Bougnat, apporte-nous du vin !


Ipod en mode aléatoire. Brel, Mathilde … Le parfum d’une chanson. Et paf.

J’ai 15 ans. Je suis en quatrième humanité. Le défi de la quatrième, c’est l’exposé du cours de français de Mme Heller. On a un nœud au bide rien que d’y penser. J’avais un nœud au bide rien que d’y penser. Mais je savais. Je savais de qui j’allais leur parler. On devait, je crois, présenter un artiste. C’était une évidence. J’allais parler de Brel. D’autres pensaient peintres, sculpteurs, moi je pensais Brel.

Evidemment, je l’avais entendu à la maison depuis mon enfance. Evidemment. Sans plus. Le déclic a eu lieu devant la télé. Une émission « spéciale ». Dix ans après sa mort.

Scotchée. J’ai vu Mathilde … Comme jamais je ne l’avais vue en écoutant simplement la chanson. Ou plutôt non, j’ai vu un homme qui luttait. Qui luttait pour résister à une femme. Une femme qui lui avait, apparemment, écrabouillé le cœur. Qui luttait et qui perdait. Sauf que son visage disait qu’il avait gagné. Ce qui était complètement incompréhensible pour moi. Et fascinant.

Le visage de Brel quand il chantait sa Mathilde. Il était là, mon déclic. Je le voyais avec mes yeux d’ado. J’étais, oui, fascinée par ses expressions.

Je voulais partir de là. De la manière dont il vivait ses chansons. Il était mille et un personnages à lui tout seul sur scène. Il était l’ami qui traîne Jef boire chez la mère Françoise pour qu’il oublie sa fausse blonde. Il était le moribond qui voulait qu’on danse quand c’est qu’on le mettrait au trou. Il était celui qui offrait ses bonbons d’un air nigaud. Il avait le même air quand il attendait Madeleine. (Je ne l’ai JAMAIS aimée, cette Madeleine. Elle fait souffrir sans rien offrir). Il était l’amoureux d’Orly qui disparaît, bouffé par l’escalier. Ils étaient deux amis et au début la Fanette l’aimait. Il était ces gens-là.  Il était beau, beau, beau et con à la fois.

Je suis partie de là après avoir présenté la vie du bonhomme. Mots et visage. Un bonheur. Dans mes souvenirs, en tous cas.
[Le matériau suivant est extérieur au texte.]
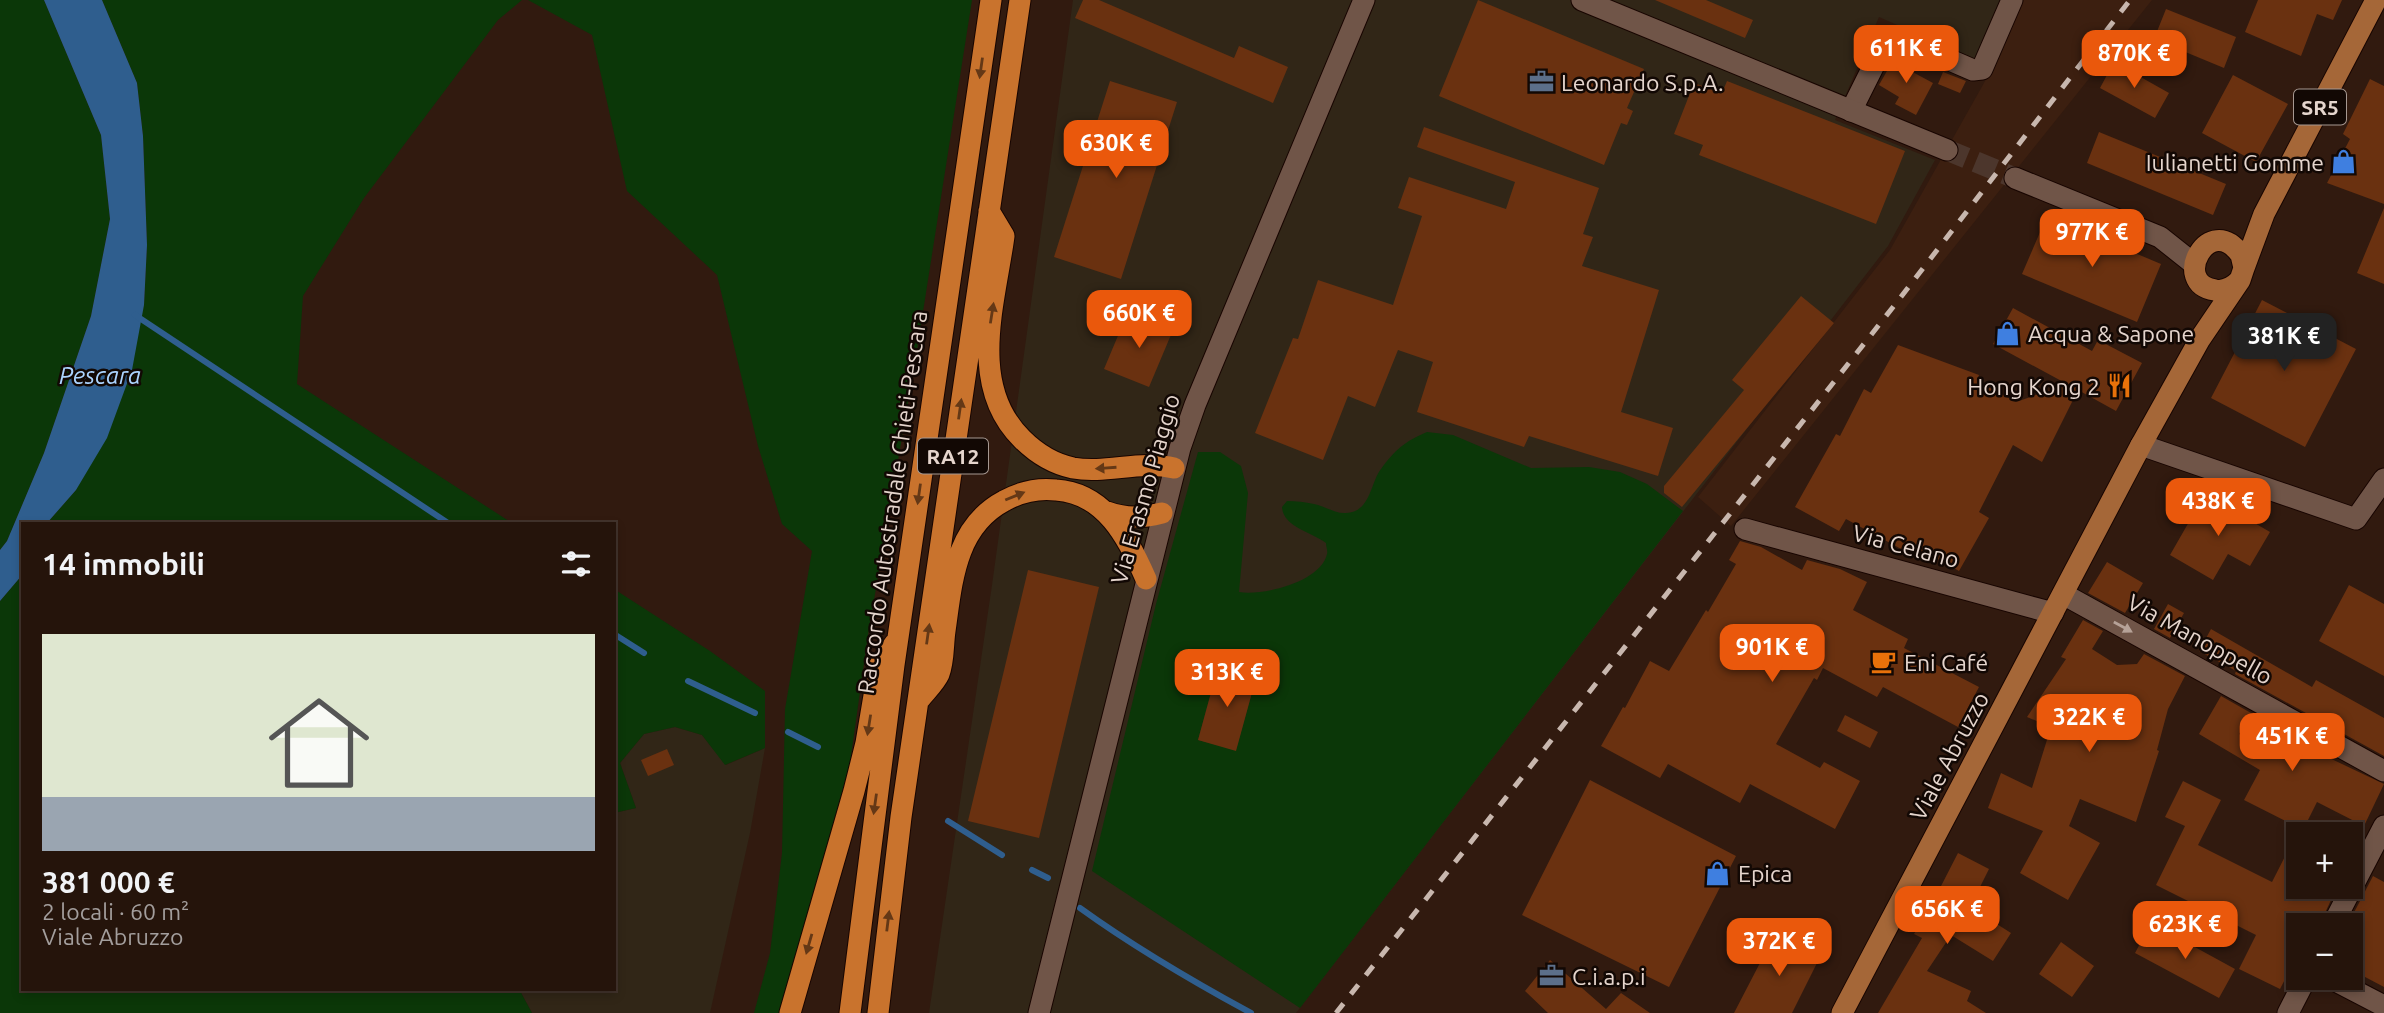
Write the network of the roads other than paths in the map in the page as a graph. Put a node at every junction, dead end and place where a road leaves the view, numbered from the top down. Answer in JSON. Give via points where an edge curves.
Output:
{"nodes":[{"id":1,"x":991,"y":0,"type":"edge"},
{"id":2,"x":1020,"y":0,"type":"edge"},
{"id":3,"x":1364,"y":0,"type":"edge"},
{"id":4,"x":1582,"y":0,"type":"edge"},
{"id":5,"x":2012,"y":0,"type":"edge"},
{"id":6,"x":2376,"y":0,"type":"edge"},
{"id":7,"x":1852,"y":111,"type":"junction"},
{"id":8,"x":1947,"y":150,"type":"tunnel mouth"},
{"id":9,"x":2015,"y":177,"type":"tunnel mouth"},
{"id":10,"x":989,"y":211,"type":"junction"},
{"id":11,"x":2264,"y":214,"type":"junction"},
{"id":12,"x":2163,"y":239,"type":"junction"},
{"id":13,"x":2216,"y":244,"type":"junction"},
{"id":14,"x":2194,"y":264,"type":"junction"},
{"id":15,"x":2241,"y":274,"type":"junction"},
{"id":16,"x":2204,"y":286,"type":"junction"},
{"id":17,"x":2200,"y":339,"type":"junction"},
{"id":18,"x":2141,"y":445,"type":"junction"},
{"id":19,"x":1174,"y":468,"type":"junction"},
{"id":20,"x":2384,"y":479,"type":"edge"},
{"id":21,"x":1107,"y":512,"type":"junction"},
{"id":22,"x":1162,"y":513,"type":"junction"},
{"id":23,"x":1745,"y":529,"type":"dead end"},
{"id":24,"x":1146,"y":579,"type":"junction"},
{"id":25,"x":2063,"y":594,"type":"junction"},
{"id":26,"x":2053,"y":613,"type":"junction"},
{"id":27,"x":898,"y":639,"type":"junction"},
{"id":28,"x":918,"y":701,"type":"junction"},
{"id":29,"x":2384,"y":771,"type":"edge"},
{"id":30,"x":2384,"y":826,"type":"edge"},
{"id":31,"x":2339,"y":913,"type":"edge"},
{"id":32,"x":2300,"y":990,"type":"edge"},
{"id":33,"x":2353,"y":990,"type":"edge"},
{"id":34,"x":2384,"y":1006,"type":"edge"},
{"id":35,"x":790,"y":1013,"type":"edge"},
{"id":36,"x":850,"y":1013,"type":"edge"},
{"id":37,"x":878,"y":1013,"type":"edge"},
{"id":38,"x":1039,"y":1013,"type":"edge"},
{"id":39,"x":1842,"y":1013,"type":"edge"},
{"id":40,"x":2288,"y":1013,"type":"edge"}],
"edges":[{"from":1,"to":27,"type":"highway","name":"Raccordo Autostradale Chieti-Pescara","number":"RA12","one_way":true},
{"from":2,"to":10,"type":"highway","number":"RA12"},
{"from":3,"to":19,"type":"street","name":"Via Erasmo Piaggio","via":[[1199,394]]},
{"from":4,"to":7,"type":"street"},
{"from":5,"to":7,"type":"street","via":[[1982,69],[1973,70],[1906,41],[1892,40],[1882,48]]},
{"from":6,"to":11,"type":"main road","name":"Viale Abruzzo","number":"SR5"},
{"from":7,"to":8,"type":"street"},
{"from":9,"to":12,"type":"street"},
{"from":19,"to":10,"type":"highway","one_way":true,"via":[[1070,467],[1043,456],[1010,425],[997,401],[989,368],[989,334],[1004,236]]},
{"from":28,"to":10,"type":"highway","number":"RA12","one_way":true},
{"from":11,"to":13,"type":"main road","name":"Viale Abruzzo","number":"SR5"},
{"from":11,"to":15,"type":"main road","name":"Viale Abruzzo","number":"SR5"},
{"from":12,"to":13,"type":"street"},
{"from":12,"to":14,"type":"street"},
{"from":13,"to":14,"type":"main road","number":"SR5","via":[[2201,250]]},
{"from":13,"to":15,"type":"main road","via":[[2241,255]]},
{"from":14,"to":16,"type":"main road","number":"SR5"},
{"from":15,"to":16,"type":"main road","via":[[2223,290]]},
{"from":15,"to":17,"type":"main road","name":"Viale Abruzzo","number":"SR5"},
{"from":16,"to":17,"type":"main road","name":"Viale Abruzzo","number":"SR5"},
{"from":17,"to":18,"type":"main road","name":"Viale Abruzzo","number":"SR5"},
{"from":18,"to":20,"type":"street","via":[[2357,519]]},
{"from":18,"to":25,"type":"main road","name":"Viale Abruzzo","number":"SR5"},
{"from":19,"to":22,"type":"street","name":"Via Erasmo Piaggio"},
{"from":21,"to":22,"type":"highway","via":[[1130,518]]},
{"from":21,"to":24,"type":"highway"},
{"from":28,"to":21,"type":"highway","one_way":true,"via":[[939,674],[953,574],[974,524],[1012,496],[1045,489],[1072,492]]},
{"from":22,"to":24,"type":"street","name":"Via Erasmo Piaggio"},
{"from":23,"to":26,"type":"street","name":"Via Celano"},
{"from":24,"to":38,"type":"street","name":"Via Erasmo Piaggio"},
{"from":25,"to":26,"type":"main road","name":"Viale Abruzzo","number":"SR5"},
{"from":25,"to":29,"type":"street","name":"Via Manoppello","one_way":true},
{"from":26,"to":39,"type":"main road","name":"Viale Abruzzo","number":"SR5"},
{"from":27,"to":35,"type":"highway","one_way":true,"via":[[879,666],[854,791]]},
{"from":27,"to":36,"type":"highway","name":"Raccordo Autostradale Chieti-Pescara","number":"RA12","one_way":true},
{"from":37,"to":28,"type":"highway","number":"RA12","one_way":true},
{"from":30,"to":31,"type":"street"},
{"from":32,"to":40,"type":"street"},
{"from":33,"to":34,"type":"street"}]}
J’ai (presque) 37 ans et voir Brel chanter Mathilde me touche toujours autant. Je le vois avec mes yeux d’adulte. Je les regarde différemment, elle et lui. Je comprends enfin vraiment l’enfer, le vin, les noces et les festins. Et le ciel, j’ai craché dessus aussi. Mathilde est la vie. Madeleine rend terne.

J’ai (presque) 37 ans et la Mathilde de Brel est ma Madeleine de Proust pimentée par le temps qui reste  … Mathilde n’est pas juste une histoire d’amours torturées. Mathilde est la vie, la vraie. Les pics d’émotions. Les puits sans fond. Les moments paisibles où l’équilibre nous surprend. Les emportements. Les rires bordés de larmes. Le spleen. Les bulles de bonheur.

Soupir. Sourire.

« Je l’aime tant, le temps qui reste… Je veux rire, courir, parler, pleurer et voir, et croire et boire, danser. Crier, manger, nager, bondir, désobéir. J’ai pas fini, j’ai pas fini. Voler, chanter, partir, repartir. Souffrir, aimer. Je l’aime tant le temps qui reste »*

* Serge Reggiani, le temps qui reste.

8 réflexions sur “Bougnat, apporte-nous du vin !

  1. C’est la sagesse, aimer le vin, – La beauté, le printemps, le printemps divin, – Cela suffit. Le reste est vain. – Théodore de Banville

    • Tu as vraiment dit ce qu’il fallait à propos de Brel et qd je partirais tu pourras être de ceux qui viennent chanter ma chanson préférée : » » La quête parce que tu sais déjà la vivre.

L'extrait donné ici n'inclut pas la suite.